In 2001 it produced 45 million kg of cigarettes, of which 13.200.000 for Philip Morris, and 540 tons of cigars, through 16 cigarette manufacturers and 2 cigar manufactories, reaching an Ebitda of 146 million and an Ebit of 118 million. In 2004 it was privatized through an auction, won by British American Tobacco, at a price of 2,325 million Euros and has since changed its name to British American Tobacco Italia. It was wholly owned by the Italian Ministry of Economy and Finance before the takeover. ETI has inherited the production and marketing of salts and tobacco from the Autonomous Administration of State Monopolies.

==Brands==
ETI owned the following brands: MS, Nazionali, Sax, Lido, Linda, Eura, Stop, Futura, Alfa and the Tuscan cigar. The company entrusted the distribution of manufactured tobacco to Etinera S.p.A, a subsidiary and participated in the company "Tabacchi italiani SpA" and "Terzia SpA".

==Establishments==
In 1999, ETI had 18 manufactures, located at:
- Lecce
- Chiaravalle (it)
- Roverto
- Naples
- Lucca
- Bari
- Scafati
- Bologna
- Mesola
- Verona
- Florence
- Modena
- Cagliari
- Trieste (closed in early 1999)
- Catania
- Milan (closed in early 1999)
- Palermo
- Cava de' Tirreni

The factories employed 3,969 employees for a total of 45.51 million kg of manufactured smoke products.

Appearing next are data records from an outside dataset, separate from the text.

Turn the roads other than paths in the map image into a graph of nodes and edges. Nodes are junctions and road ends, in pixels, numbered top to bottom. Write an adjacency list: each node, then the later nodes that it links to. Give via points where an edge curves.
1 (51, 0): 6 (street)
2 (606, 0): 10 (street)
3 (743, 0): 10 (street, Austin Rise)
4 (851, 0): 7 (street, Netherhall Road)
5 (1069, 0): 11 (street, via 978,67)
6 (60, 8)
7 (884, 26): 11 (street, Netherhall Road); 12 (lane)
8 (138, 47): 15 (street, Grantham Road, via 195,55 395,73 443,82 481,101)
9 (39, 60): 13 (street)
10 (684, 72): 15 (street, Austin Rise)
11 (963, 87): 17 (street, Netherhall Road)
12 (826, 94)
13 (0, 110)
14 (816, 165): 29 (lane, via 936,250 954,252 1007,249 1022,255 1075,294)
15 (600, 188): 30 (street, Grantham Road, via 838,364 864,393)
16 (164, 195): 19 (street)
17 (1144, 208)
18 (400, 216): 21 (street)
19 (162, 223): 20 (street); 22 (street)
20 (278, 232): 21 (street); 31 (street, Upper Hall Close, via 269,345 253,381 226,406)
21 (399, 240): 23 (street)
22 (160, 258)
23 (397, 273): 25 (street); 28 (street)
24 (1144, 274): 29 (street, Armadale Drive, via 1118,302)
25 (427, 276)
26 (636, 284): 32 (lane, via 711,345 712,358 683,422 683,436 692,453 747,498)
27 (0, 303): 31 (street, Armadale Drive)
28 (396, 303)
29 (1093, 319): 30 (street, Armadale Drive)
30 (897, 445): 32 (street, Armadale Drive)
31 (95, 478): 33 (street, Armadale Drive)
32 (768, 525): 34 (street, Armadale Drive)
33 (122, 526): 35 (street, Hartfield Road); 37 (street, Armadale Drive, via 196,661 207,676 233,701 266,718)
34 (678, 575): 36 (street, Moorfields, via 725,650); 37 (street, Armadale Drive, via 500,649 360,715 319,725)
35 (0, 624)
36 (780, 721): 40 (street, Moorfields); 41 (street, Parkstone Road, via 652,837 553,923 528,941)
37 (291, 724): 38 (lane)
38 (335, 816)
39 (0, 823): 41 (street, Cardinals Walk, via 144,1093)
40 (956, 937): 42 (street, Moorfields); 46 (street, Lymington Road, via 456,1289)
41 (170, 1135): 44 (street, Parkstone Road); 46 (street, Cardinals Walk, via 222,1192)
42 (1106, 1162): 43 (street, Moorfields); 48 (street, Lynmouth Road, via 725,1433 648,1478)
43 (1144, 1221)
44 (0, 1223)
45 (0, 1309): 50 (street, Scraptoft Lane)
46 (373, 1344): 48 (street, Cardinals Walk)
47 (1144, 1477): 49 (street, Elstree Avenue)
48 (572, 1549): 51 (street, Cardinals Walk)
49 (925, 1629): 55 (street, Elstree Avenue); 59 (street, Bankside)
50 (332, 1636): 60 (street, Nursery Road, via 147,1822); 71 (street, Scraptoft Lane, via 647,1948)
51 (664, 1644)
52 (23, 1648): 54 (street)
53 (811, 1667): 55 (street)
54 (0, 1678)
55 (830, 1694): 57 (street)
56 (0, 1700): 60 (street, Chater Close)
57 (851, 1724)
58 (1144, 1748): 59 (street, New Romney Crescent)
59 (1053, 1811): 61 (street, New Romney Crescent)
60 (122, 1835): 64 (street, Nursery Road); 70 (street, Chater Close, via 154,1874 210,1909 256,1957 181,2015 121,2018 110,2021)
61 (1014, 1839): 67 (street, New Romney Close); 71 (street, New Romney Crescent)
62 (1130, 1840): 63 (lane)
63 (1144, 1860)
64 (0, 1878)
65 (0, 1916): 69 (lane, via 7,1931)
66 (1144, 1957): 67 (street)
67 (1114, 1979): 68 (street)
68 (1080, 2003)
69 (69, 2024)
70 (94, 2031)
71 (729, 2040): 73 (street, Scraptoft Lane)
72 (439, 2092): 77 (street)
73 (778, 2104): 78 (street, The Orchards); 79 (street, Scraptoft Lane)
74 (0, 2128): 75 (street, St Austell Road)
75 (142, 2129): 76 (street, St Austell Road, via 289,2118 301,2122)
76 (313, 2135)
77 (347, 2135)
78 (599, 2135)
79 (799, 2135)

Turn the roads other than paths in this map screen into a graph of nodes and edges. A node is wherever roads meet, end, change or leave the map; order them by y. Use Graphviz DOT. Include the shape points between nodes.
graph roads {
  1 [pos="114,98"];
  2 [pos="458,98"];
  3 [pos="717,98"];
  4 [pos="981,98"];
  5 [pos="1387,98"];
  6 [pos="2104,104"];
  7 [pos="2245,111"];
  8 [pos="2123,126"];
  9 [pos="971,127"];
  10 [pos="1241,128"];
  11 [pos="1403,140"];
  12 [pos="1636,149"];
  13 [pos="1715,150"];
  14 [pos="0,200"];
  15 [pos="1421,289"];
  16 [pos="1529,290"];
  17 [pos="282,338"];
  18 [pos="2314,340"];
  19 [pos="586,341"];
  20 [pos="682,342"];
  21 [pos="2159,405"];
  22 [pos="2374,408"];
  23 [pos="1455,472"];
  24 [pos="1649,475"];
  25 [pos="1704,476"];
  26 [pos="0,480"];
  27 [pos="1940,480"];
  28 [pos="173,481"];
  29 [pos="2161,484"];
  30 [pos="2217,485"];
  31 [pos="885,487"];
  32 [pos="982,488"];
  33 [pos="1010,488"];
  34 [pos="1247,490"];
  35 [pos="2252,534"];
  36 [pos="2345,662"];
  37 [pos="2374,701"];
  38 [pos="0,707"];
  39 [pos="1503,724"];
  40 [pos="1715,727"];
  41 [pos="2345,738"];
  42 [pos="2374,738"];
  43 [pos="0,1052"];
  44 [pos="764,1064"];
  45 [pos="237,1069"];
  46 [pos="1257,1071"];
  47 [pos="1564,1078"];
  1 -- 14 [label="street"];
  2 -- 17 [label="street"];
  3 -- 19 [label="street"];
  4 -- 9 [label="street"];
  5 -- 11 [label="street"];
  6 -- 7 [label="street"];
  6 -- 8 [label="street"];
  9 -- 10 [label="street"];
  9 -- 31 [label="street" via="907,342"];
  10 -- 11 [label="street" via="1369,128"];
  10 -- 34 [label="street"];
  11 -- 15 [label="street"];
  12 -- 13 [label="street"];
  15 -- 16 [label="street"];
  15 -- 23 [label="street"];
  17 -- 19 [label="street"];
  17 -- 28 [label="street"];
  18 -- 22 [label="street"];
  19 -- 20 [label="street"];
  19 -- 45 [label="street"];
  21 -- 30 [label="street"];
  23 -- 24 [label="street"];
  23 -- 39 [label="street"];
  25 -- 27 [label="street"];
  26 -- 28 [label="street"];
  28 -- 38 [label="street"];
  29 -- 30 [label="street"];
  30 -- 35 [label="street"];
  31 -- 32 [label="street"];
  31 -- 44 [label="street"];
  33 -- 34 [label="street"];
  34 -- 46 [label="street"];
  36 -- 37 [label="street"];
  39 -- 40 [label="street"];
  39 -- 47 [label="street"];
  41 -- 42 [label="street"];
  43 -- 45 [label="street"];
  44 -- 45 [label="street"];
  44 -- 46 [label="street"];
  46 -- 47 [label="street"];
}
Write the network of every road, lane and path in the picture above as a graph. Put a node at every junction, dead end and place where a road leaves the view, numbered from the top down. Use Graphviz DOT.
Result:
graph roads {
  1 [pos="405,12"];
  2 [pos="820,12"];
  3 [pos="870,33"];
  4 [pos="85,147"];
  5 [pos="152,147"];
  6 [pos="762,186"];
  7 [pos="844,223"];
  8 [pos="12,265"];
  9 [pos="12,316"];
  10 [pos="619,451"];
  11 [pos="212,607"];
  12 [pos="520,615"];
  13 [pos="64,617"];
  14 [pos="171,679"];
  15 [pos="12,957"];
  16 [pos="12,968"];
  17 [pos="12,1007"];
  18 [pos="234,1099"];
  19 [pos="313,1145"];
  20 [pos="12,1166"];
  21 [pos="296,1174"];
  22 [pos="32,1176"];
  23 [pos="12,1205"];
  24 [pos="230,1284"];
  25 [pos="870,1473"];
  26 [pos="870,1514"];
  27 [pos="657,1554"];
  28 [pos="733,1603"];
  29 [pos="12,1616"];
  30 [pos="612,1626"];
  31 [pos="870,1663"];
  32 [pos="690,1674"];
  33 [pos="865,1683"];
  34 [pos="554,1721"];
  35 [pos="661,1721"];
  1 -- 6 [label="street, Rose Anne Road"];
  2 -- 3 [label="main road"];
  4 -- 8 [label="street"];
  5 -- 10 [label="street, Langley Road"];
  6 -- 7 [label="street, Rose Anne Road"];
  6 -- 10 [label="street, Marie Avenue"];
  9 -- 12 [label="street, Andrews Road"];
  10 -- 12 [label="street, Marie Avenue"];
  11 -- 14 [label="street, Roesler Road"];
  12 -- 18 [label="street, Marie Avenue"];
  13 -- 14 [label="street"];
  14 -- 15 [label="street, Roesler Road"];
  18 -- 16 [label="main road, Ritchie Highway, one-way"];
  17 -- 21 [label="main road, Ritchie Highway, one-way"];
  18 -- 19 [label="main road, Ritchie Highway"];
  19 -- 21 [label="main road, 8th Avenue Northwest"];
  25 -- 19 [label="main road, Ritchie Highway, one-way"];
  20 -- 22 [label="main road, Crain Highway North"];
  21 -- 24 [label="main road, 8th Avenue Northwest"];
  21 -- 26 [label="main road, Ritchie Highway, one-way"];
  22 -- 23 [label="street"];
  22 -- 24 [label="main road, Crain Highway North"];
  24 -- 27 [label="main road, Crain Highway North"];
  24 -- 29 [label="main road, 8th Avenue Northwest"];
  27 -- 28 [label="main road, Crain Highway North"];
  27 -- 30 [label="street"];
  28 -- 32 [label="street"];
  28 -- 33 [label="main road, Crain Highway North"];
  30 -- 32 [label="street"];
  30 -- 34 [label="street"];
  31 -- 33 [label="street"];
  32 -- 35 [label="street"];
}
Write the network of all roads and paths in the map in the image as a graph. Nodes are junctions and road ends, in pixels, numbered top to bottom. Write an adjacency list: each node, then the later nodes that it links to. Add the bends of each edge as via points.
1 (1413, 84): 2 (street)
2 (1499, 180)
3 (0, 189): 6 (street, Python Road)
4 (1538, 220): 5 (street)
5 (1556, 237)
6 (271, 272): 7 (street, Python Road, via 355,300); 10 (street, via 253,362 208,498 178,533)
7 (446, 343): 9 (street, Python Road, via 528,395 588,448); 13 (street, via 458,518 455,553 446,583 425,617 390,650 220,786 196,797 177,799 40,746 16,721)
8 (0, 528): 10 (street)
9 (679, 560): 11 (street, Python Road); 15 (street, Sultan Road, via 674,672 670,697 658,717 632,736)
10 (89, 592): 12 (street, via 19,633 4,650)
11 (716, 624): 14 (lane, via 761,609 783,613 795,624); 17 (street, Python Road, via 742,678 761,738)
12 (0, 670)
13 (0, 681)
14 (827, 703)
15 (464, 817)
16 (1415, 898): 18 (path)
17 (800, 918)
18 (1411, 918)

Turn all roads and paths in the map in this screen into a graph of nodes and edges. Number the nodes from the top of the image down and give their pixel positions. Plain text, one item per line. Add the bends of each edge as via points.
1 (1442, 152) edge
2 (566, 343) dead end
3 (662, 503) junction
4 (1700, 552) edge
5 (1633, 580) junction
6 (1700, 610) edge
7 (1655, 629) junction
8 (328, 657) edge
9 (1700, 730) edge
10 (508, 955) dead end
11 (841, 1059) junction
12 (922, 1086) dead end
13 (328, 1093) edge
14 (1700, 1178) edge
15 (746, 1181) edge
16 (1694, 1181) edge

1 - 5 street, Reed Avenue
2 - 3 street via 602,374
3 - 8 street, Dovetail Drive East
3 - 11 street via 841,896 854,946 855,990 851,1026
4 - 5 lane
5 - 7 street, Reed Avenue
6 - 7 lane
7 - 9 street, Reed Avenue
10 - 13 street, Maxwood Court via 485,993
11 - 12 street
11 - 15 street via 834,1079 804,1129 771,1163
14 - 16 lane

Until 1996 the manufacturing plants of Turin, Adria and Venice were also operational.

At present, the Chiaravalle plants (Manifattura Italiana Tabacco), Lucca and Cava dei Tirreni (Manifattura Sigaro Toscano) are still in production, in which a new plant was also constructed in 2007 in Settimo Torinese (Yesmoke).